• _Work order_
Only text lines belong in the answer: the lines from the first one in the records through the line with "Left hand at", copied exactly.

• _Data for the task_
━━━━━━━━━━━━━━━━━━━━
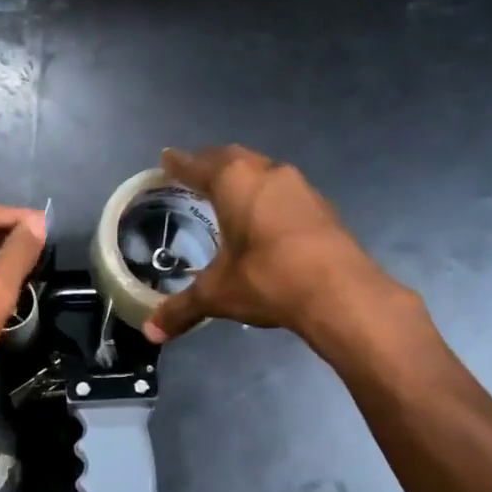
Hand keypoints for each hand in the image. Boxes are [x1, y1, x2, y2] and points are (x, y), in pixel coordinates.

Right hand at [142, 145, 404, 342]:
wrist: (340, 292)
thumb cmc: (267, 278)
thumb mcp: (217, 294)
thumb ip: (181, 309)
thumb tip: (151, 333)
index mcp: (235, 182)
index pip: (198, 166)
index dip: (179, 164)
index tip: (166, 158)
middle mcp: (267, 173)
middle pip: (233, 158)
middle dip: (212, 163)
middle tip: (195, 172)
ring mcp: (300, 187)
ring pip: (263, 170)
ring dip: (244, 176)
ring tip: (229, 192)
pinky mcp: (321, 207)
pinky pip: (285, 191)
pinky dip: (267, 196)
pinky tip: (266, 217)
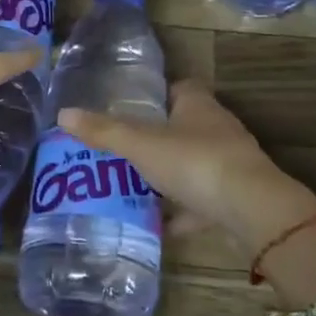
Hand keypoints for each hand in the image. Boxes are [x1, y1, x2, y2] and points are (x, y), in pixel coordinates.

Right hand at [58, 81, 315, 255]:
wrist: (252, 209)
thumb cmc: (195, 161)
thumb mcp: (141, 144)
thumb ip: (104, 131)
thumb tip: (63, 114)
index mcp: (197, 104)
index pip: (178, 88)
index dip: (156, 95)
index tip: (130, 108)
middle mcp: (217, 127)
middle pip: (184, 127)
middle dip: (158, 138)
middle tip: (123, 151)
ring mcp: (229, 163)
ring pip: (194, 164)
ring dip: (170, 176)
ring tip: (134, 187)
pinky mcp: (236, 197)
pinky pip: (203, 201)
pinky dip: (184, 212)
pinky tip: (160, 226)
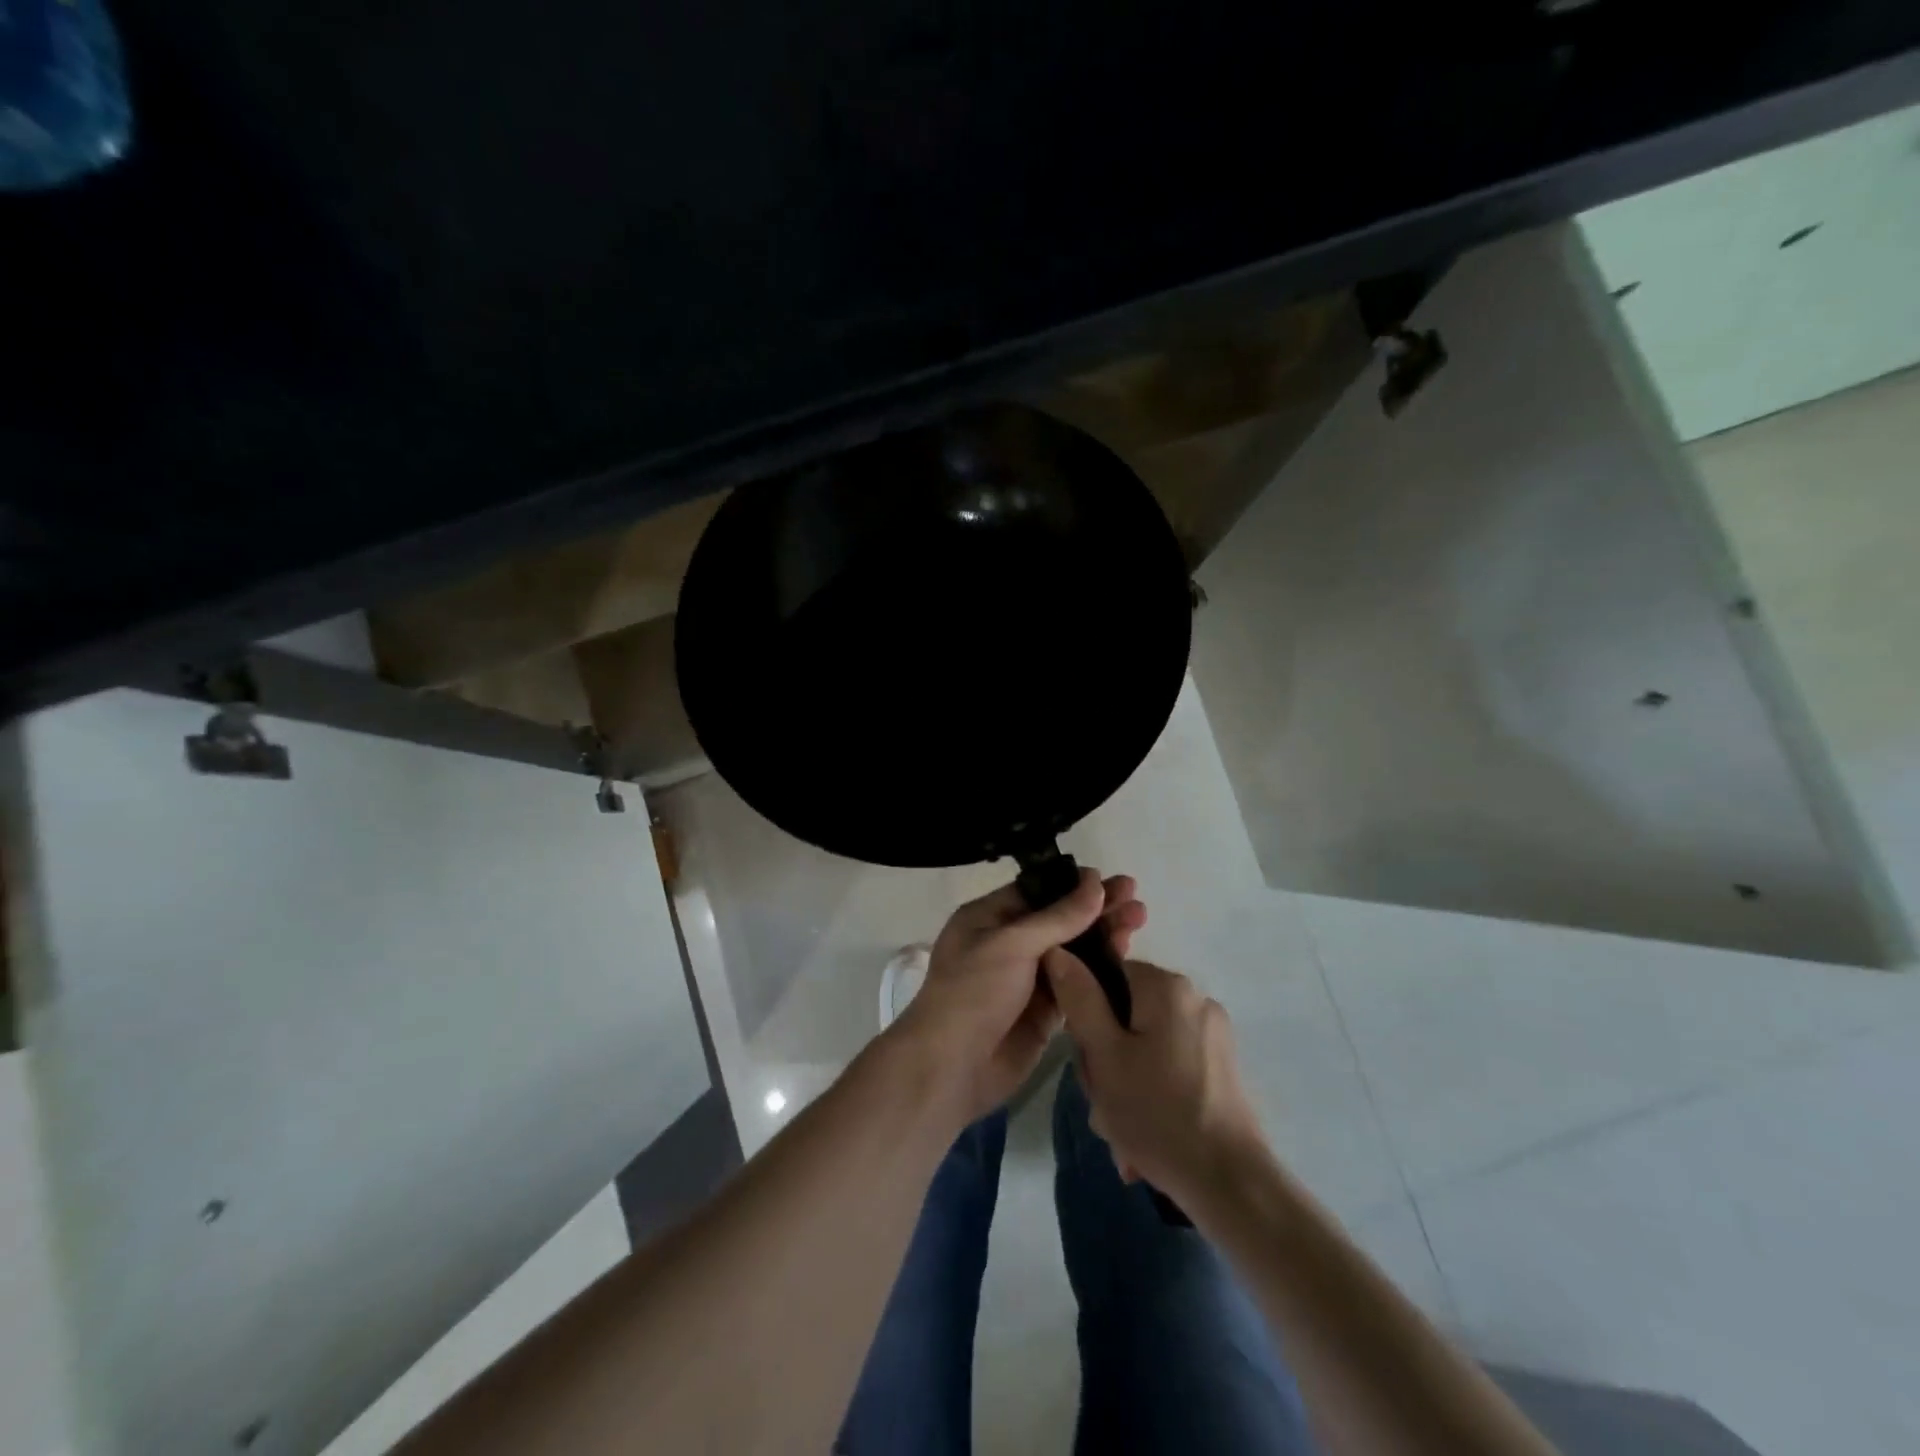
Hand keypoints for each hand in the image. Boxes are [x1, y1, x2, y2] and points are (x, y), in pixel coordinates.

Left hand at [890, 870, 1146, 1124]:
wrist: (953, 1067)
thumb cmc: (974, 992)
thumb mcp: (1012, 945)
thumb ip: (1058, 917)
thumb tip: (1095, 883)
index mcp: (989, 918)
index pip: (1037, 892)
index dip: (1074, 885)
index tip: (1112, 881)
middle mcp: (1009, 944)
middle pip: (1060, 919)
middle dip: (1096, 908)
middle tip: (1136, 898)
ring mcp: (1028, 979)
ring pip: (1073, 951)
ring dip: (1104, 936)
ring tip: (1140, 919)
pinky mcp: (1045, 1012)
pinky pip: (1077, 984)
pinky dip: (1100, 971)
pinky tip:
━━━━━━━━━━━━━━━━━━━━
• _Answer to this task_
Hand keypoints for each hand in the image. Boxes are [x1, y1, x2, y2] and points are (x, y), in pixel coordinates.

Right hand at [142, 145, 404, 342]:
wrist: (340, 292)
thumb cmc: (267, 278)
thumb mcp: (217, 294)
thumb ip: (181, 309)
thumb tip: (151, 333)
index mcp: (235, 182)
index pip: (198, 166)
index dip: (179, 164)
index tip: (166, 158)
middle mcp: (267, 173)
middle pip: (233, 158)
middle dip: (212, 163)
middle tip: (195, 172)
ring mcp: (300, 187)
ring pip: (263, 170)
ring dip: (244, 176)
ring tip: (229, 192)
pinky mcp: (321, 207)
pinky pip: (285, 191)
pinky dip: (267, 196)
pinky tip: (266, 217)
Hand keypoints for each hand in the image. Boxes are [x1, y1, x2, y2] and points are (x, y), in pixel coordinates.

Right hand at [58, 81, 315, 255]:
wrist: (252, 209)
thumb cmc: (195, 161)
thumb mcp: (141, 144)
thumb ip: (104, 131)
thumb tip: (63, 114)
index mcp: (197, 104)
index pip: (178, 88)
index dip: (156, 95)
index tip: (130, 108)
middle mcp: (217, 127)
middle pip: (184, 127)
middle dip: (158, 138)
middle tip: (123, 151)
ring mcp: (229, 163)
ring pip: (194, 164)
ring dip: (170, 176)
ring tip: (134, 187)
pinky mcp: (236, 197)
pinky pip: (203, 201)
pinky dip: (184, 212)
pinky tip: (160, 226)
Hand keypoints for each hand in the image. Boxes are [x1, y1, x2, y2] and points are (x, y), in pixel coordinates.

Left hand at [890, 870, 1146, 1124]:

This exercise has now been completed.